OK I'm not sure if this belongs in the Feeneyism Ghetto or not 'cause its kinda a multi-faceted question.
So some people here believe that its absolutely clear that nobody pre 1600 or so believed in salvation for anyone above the age of reason that didn't explicitly affirm the Holy Trinity and the Incarnation, ergo Fellay, Lefebvre, Williamson, and almost every other traditional bishop is *objectively* heretical (albeit materially and not formally so) for going against that consensus. I've also seen at least one of these same people argue that this view of EENS/Florence is the ONLY foundational basis to object to Vatican II etc.
So here's a question.
Eastern Orthodox are gonna argue that the Florentine view of Filioque *objectively* contradicts the UOM (even if they wouldn't call it that) because its unprecedented in the first few hundred years of the Fathers. We of course are gonna disagree with them. But on what principle is this disagreement an issue of Formal as Opposed to Material heresy, while the EENS debates aren't? particularly in the light of Sedevacantism apparently being an option to deal with perceived deviation.
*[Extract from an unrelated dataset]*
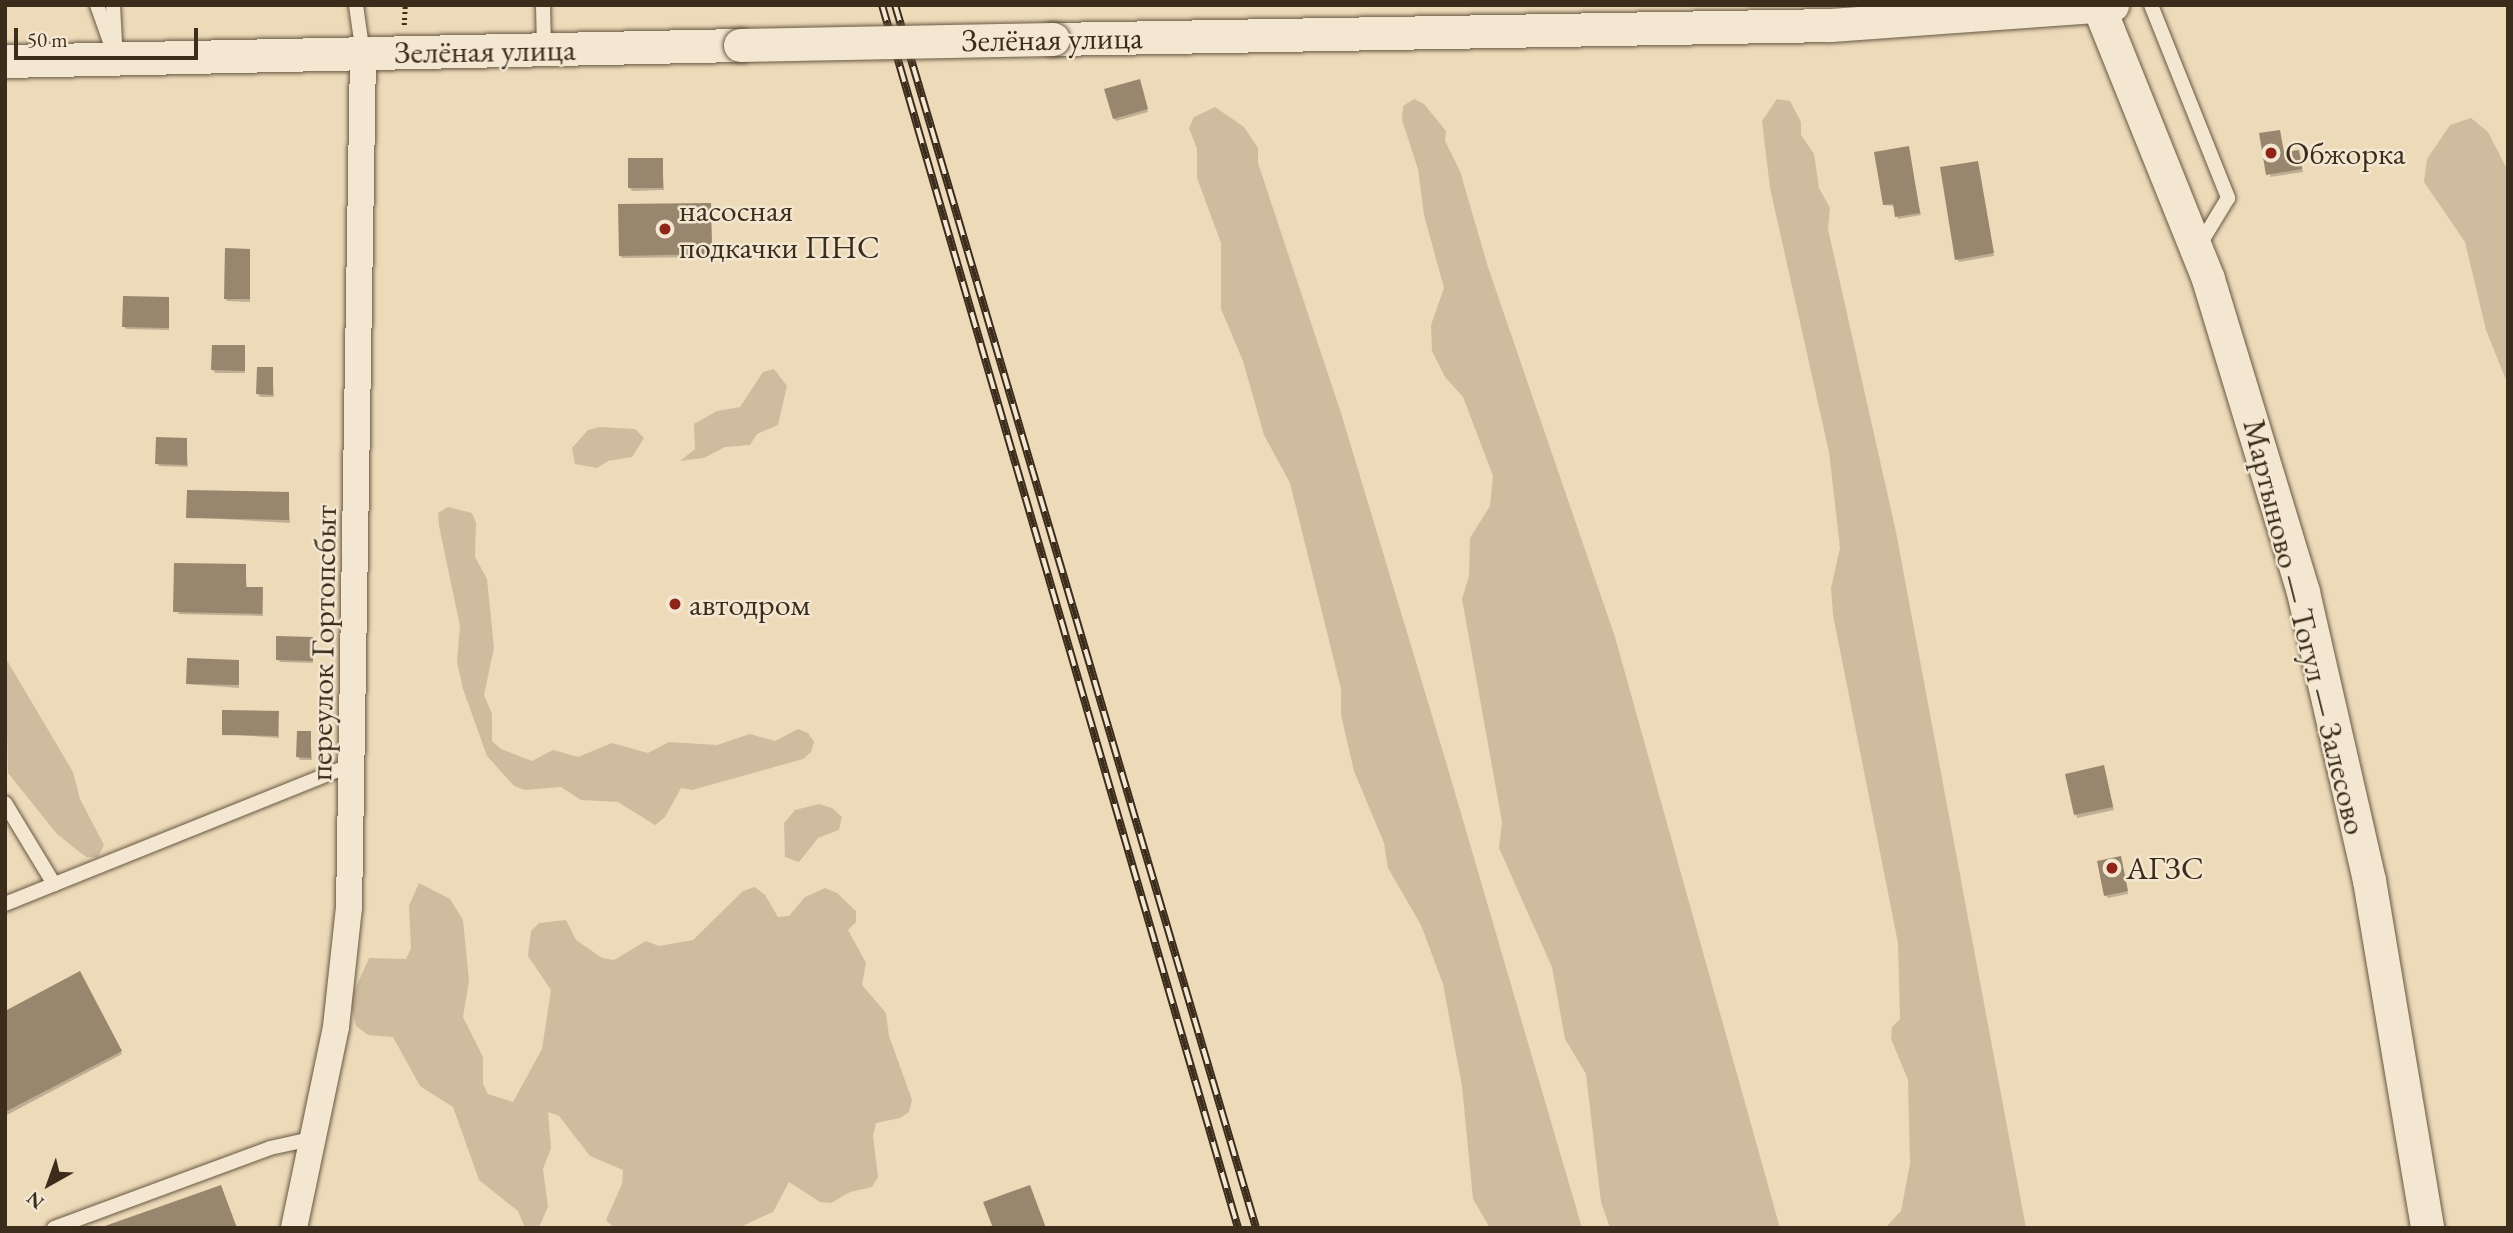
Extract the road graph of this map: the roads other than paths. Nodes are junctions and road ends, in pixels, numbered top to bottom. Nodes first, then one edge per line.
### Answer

is it really just that they don't affirm Immediate and Universal jursidiction of the Pope in theory? If they theoretically affirmed that but just quoted teachings of pre schism popes condemning adding the filioque to the creed (I've seen some quotes, BTW, though presumably not definitive) and said "well you know what I guess the see has just been vacant since 1054, or whatever" instead of outright denying immediate universal jurisdiction could that just be material heresy? Heck what if someone did this same thing with universal ordinary jurisdiction *itself* and thus was a pre V1 sede or maybe even a pre Florence sede or something? I mean, I've never seen anyone say universal jurisdiction is *absolutely* necessary for all Catholics to know at the age of reason like the trinity is. And Old Catholics certainly argued that V1 went against the tradition of the Church? So why isn't that sort of thing *also* just potential material not formal heresy?
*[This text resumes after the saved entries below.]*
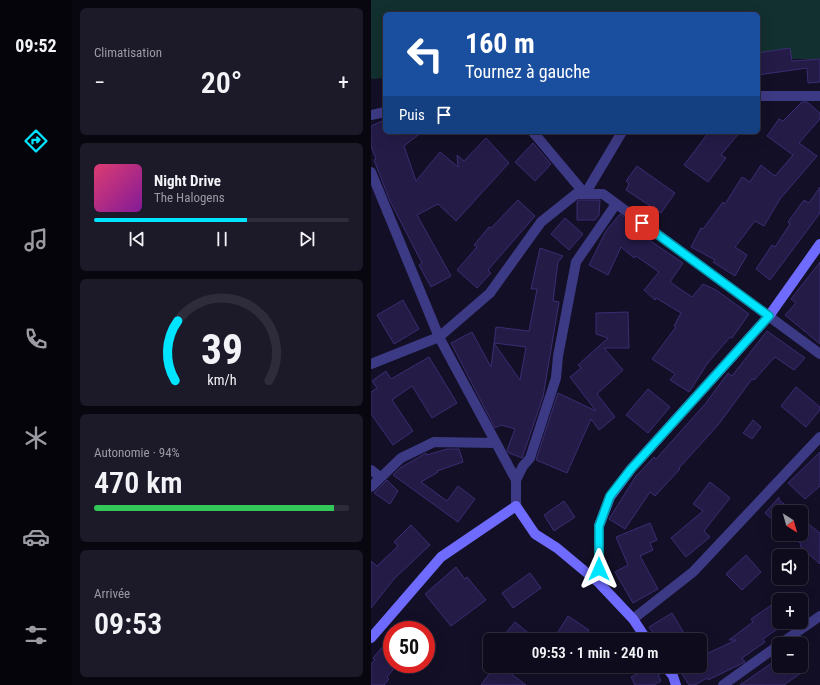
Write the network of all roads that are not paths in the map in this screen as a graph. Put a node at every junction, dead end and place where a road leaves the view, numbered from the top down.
1 (760, 96) edge
2 (820, 96) edge
3 (383, 112) edge
4 (371, 115) edge
5 (535, 134) edge
6 (621, 134) edge
7 (371, 172) edge
8 (585, 194) junction
9 (616, 204) junction
10 (820, 244) edge
11 (769, 316) junction
12 (439, 337) junction
13 (820, 354) edge
14 (371, 364) edge
15 (820, 437) edge
16 (496, 443) junction
17 (371, 470) edge
18 (380, 477) junction
19 (516, 480) junction
20 (371, 487) edge
21 (516, 506) junction
22 (599, 583) junction
23 (820, 616) edge
24 (633, 619) junction
25 (642, 633) edge
26 (790, 637) edge
27 (371, 638) edge
28 (772, 650) edge
29 (671, 673) edge
30 (676, 685) edge
31 (723, 685) edge

1 - 2 street
3 - 4 street
5 - 8 street
6 - 8 street
7 - 12 street
8 - 9 street
8 - 12 street
9 - 11 street
9 - 19 street
10 - 11 main road
11 - 13 street
11 - 22 main road
12 - 14 street
12 - 16 street
15 - 24 street
16 - 18 street
16 - 19 street
17 - 18 street
18 - 20 street
19 - 21 street
21 - 22 main road
21 - 27 main road
22 - 24 main road
23 - 26 street
24 - 25 main road
28 - 31 street
29 - 30 main road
I realize the discussion is often about Buddhists or Hindus or whatnot and that's an important component of the discussion, but I feel like there's some weird implications here for other Christian groups, particularly those that would have some concept of authoritative tradition and UOM whether they call it that or not, and I'm not seeing how epistemically both Sedevacantists and Conciliarsts could be part of the same Church because its "just material heresy" but yet people who make good faith arguments for these other groups based on tradition are automatically formal heretics. What am I missing here?